Information Start Marker
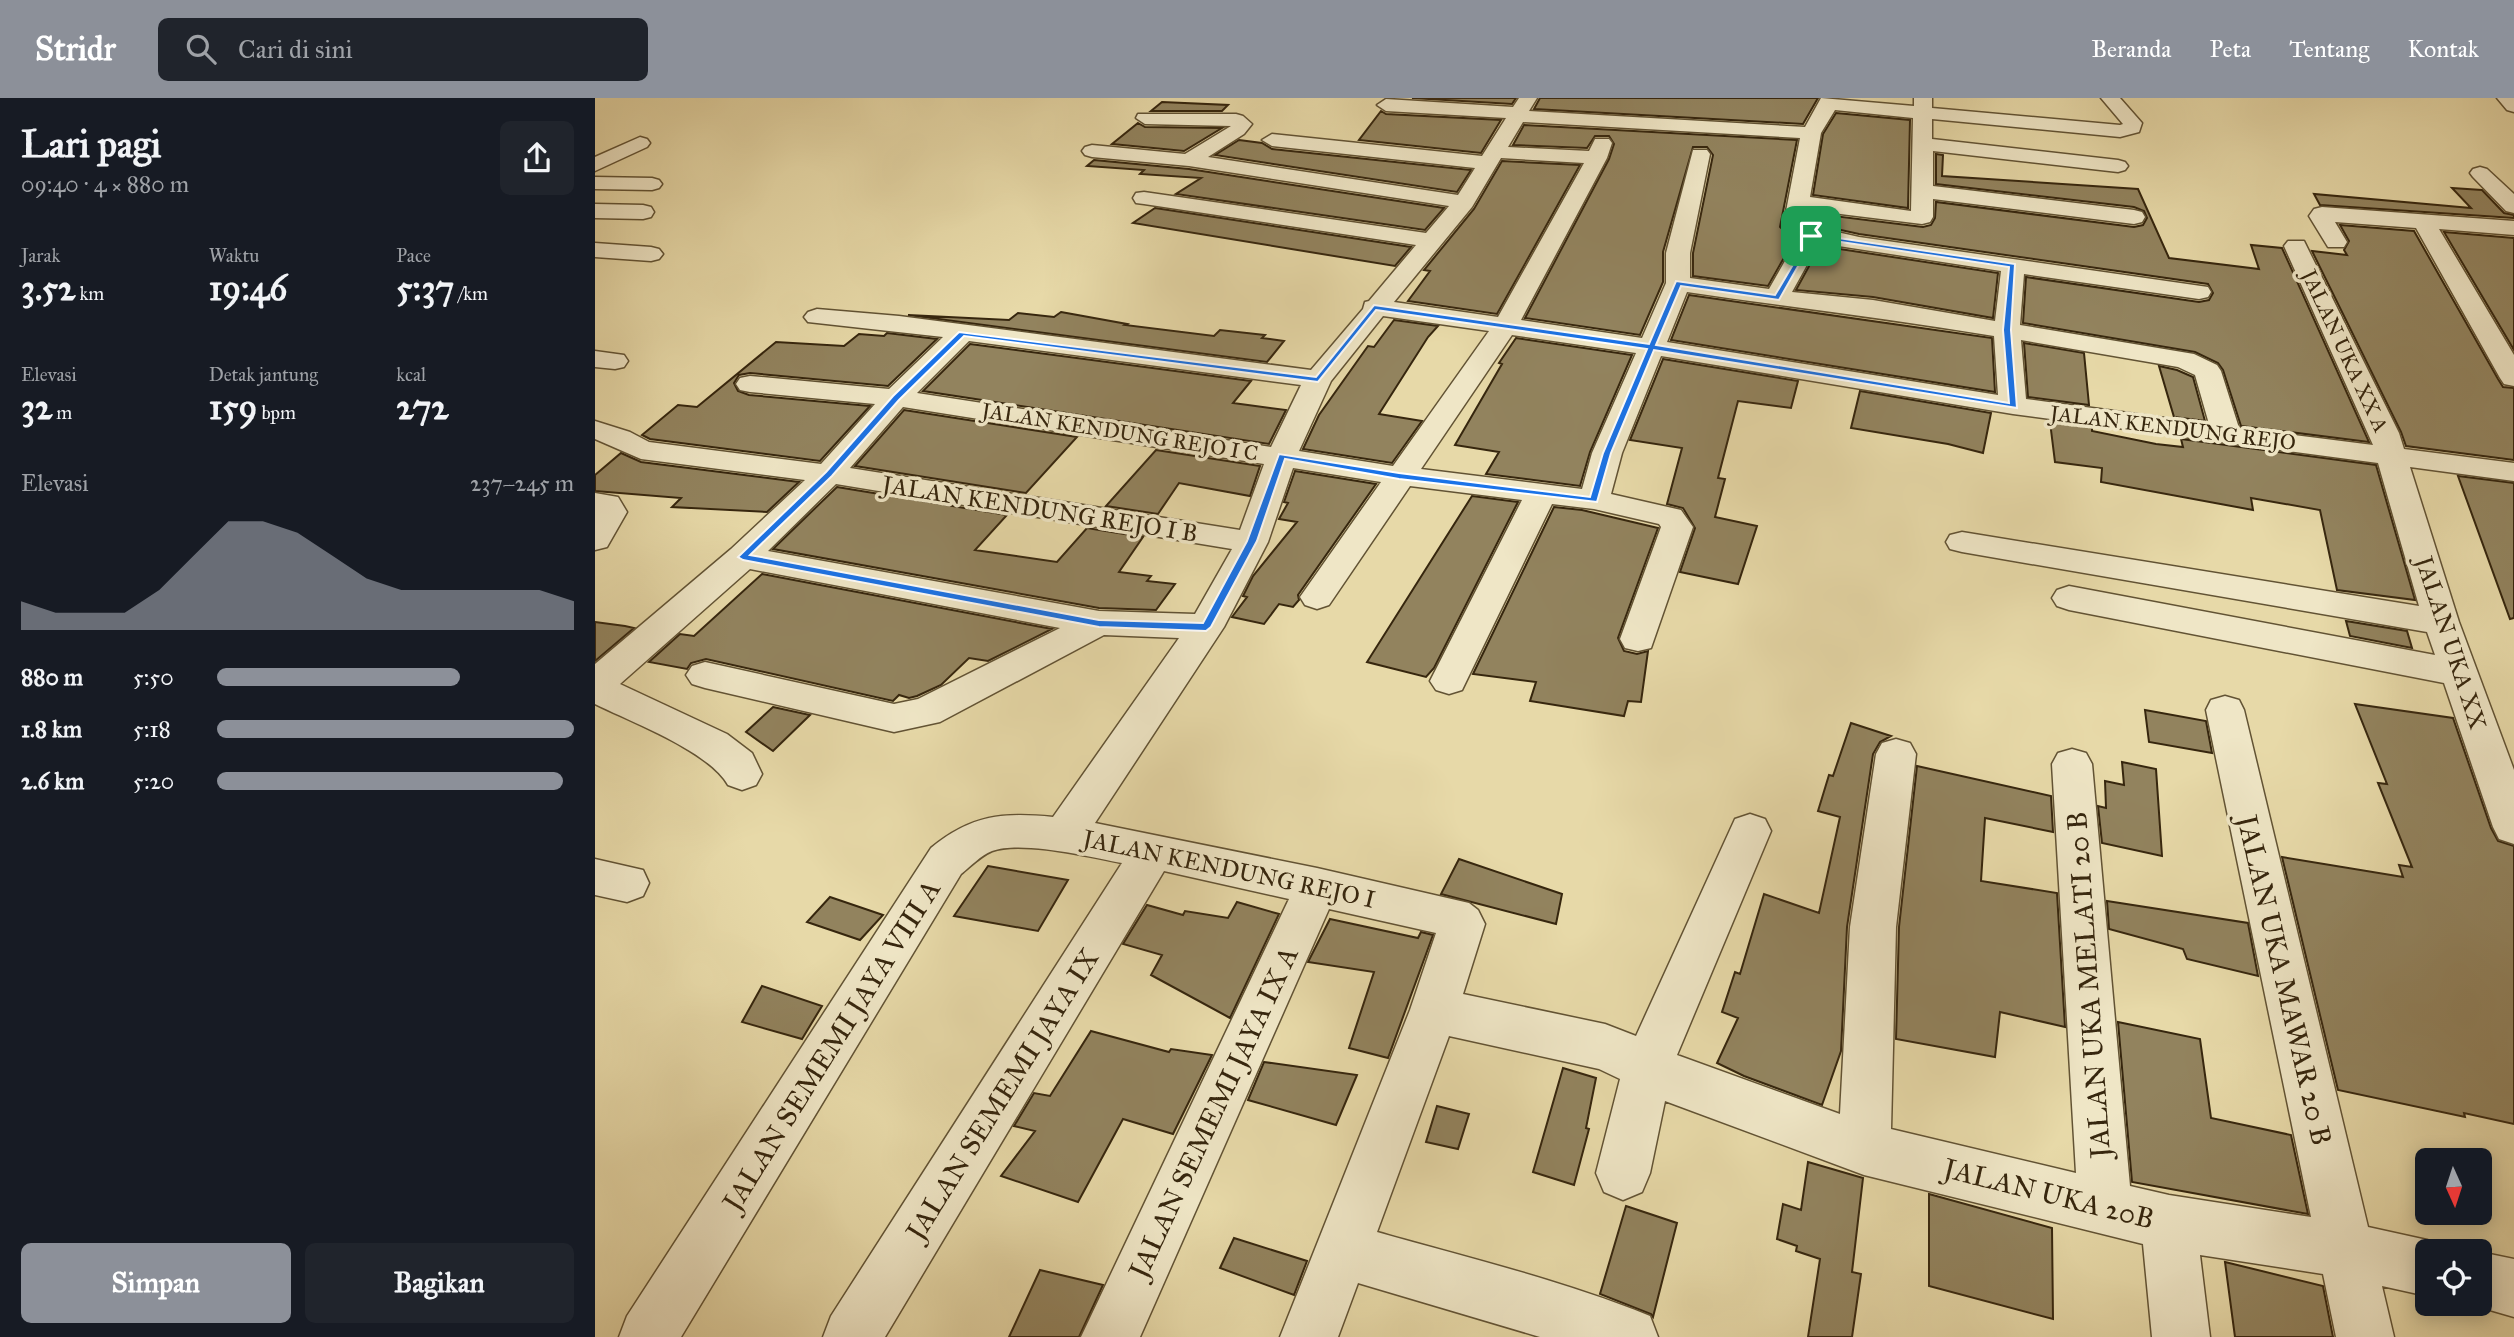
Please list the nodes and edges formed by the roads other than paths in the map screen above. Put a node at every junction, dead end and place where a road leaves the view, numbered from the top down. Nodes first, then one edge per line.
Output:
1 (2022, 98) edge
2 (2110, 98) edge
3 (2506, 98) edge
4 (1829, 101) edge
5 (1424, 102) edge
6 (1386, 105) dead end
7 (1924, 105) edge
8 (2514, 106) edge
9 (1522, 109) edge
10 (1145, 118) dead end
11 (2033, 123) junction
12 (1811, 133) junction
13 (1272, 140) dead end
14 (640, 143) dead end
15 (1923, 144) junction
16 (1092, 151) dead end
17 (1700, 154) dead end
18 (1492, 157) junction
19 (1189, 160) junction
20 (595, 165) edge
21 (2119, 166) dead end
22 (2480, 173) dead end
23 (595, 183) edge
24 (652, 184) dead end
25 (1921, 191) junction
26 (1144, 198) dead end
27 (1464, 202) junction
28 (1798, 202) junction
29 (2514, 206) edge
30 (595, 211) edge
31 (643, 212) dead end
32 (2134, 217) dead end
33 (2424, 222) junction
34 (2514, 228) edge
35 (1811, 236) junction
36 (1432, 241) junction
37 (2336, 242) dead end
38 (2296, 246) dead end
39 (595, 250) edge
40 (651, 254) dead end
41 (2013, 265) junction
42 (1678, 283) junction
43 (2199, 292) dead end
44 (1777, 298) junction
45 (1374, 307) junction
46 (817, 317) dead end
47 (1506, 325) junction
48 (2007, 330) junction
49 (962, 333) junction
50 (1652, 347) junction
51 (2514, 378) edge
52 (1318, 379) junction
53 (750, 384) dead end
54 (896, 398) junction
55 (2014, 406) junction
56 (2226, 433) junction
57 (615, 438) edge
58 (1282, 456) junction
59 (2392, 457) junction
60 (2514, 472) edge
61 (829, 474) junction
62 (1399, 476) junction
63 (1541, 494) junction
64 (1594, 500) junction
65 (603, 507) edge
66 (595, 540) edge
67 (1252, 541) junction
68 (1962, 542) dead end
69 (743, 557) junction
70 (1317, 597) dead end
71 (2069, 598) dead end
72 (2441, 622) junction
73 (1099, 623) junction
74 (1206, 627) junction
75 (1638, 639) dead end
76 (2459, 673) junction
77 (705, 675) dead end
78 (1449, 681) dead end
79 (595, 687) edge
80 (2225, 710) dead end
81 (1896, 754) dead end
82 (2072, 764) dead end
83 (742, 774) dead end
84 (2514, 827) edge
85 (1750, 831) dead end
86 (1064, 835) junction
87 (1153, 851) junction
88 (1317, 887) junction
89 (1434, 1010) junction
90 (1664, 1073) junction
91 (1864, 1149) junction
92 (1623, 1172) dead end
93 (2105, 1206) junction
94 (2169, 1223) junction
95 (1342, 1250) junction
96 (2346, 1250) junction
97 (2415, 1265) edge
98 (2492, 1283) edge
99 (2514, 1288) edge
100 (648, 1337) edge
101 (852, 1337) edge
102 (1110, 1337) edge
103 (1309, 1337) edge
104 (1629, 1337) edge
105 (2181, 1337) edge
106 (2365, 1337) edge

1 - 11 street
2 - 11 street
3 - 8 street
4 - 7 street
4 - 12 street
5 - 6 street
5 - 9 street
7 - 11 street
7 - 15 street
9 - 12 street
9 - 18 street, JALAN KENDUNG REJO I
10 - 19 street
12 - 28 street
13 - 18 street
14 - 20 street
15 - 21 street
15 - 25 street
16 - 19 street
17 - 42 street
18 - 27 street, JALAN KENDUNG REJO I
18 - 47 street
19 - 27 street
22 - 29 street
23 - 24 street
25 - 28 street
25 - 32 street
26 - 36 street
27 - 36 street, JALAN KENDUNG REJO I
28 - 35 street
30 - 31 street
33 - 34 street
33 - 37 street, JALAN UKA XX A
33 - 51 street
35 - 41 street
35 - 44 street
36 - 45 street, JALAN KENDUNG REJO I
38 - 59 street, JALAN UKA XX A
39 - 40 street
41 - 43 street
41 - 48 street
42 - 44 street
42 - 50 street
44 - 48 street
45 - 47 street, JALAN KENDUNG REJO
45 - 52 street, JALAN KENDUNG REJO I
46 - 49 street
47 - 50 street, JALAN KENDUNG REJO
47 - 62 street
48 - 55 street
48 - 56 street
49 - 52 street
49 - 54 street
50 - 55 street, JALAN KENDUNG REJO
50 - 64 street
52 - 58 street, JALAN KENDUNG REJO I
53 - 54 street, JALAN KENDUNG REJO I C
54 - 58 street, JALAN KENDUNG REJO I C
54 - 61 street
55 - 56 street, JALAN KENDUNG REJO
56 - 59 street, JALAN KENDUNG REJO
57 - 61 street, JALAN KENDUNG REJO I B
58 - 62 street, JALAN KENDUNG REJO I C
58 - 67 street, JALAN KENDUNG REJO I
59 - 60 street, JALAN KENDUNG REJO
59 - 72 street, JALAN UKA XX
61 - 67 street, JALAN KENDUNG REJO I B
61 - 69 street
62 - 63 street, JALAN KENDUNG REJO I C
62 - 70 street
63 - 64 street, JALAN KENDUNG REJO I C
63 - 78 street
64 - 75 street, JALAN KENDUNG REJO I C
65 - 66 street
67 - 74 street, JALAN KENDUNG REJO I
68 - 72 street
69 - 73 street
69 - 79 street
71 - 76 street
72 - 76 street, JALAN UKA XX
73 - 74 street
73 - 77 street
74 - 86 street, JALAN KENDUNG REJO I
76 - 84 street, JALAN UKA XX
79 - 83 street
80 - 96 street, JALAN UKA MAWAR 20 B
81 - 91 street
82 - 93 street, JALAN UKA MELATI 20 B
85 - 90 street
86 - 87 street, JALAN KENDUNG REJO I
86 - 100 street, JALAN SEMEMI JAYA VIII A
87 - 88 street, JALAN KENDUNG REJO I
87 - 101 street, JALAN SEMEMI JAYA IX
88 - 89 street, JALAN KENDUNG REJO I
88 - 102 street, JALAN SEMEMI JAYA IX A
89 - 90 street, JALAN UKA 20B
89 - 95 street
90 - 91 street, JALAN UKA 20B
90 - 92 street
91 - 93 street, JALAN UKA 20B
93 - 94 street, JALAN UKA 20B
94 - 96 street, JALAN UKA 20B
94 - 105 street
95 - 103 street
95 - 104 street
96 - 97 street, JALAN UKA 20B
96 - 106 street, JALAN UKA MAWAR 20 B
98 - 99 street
Information End Marker
:: Aim of the task ::
Every line of the records containing the word "MAWAR" must appear in the answer.

:: Result below ::
80 - 96 street, JALAN UKA MAWAR 20 B
96 - 106 street, JALAN UKA MAWAR 20 B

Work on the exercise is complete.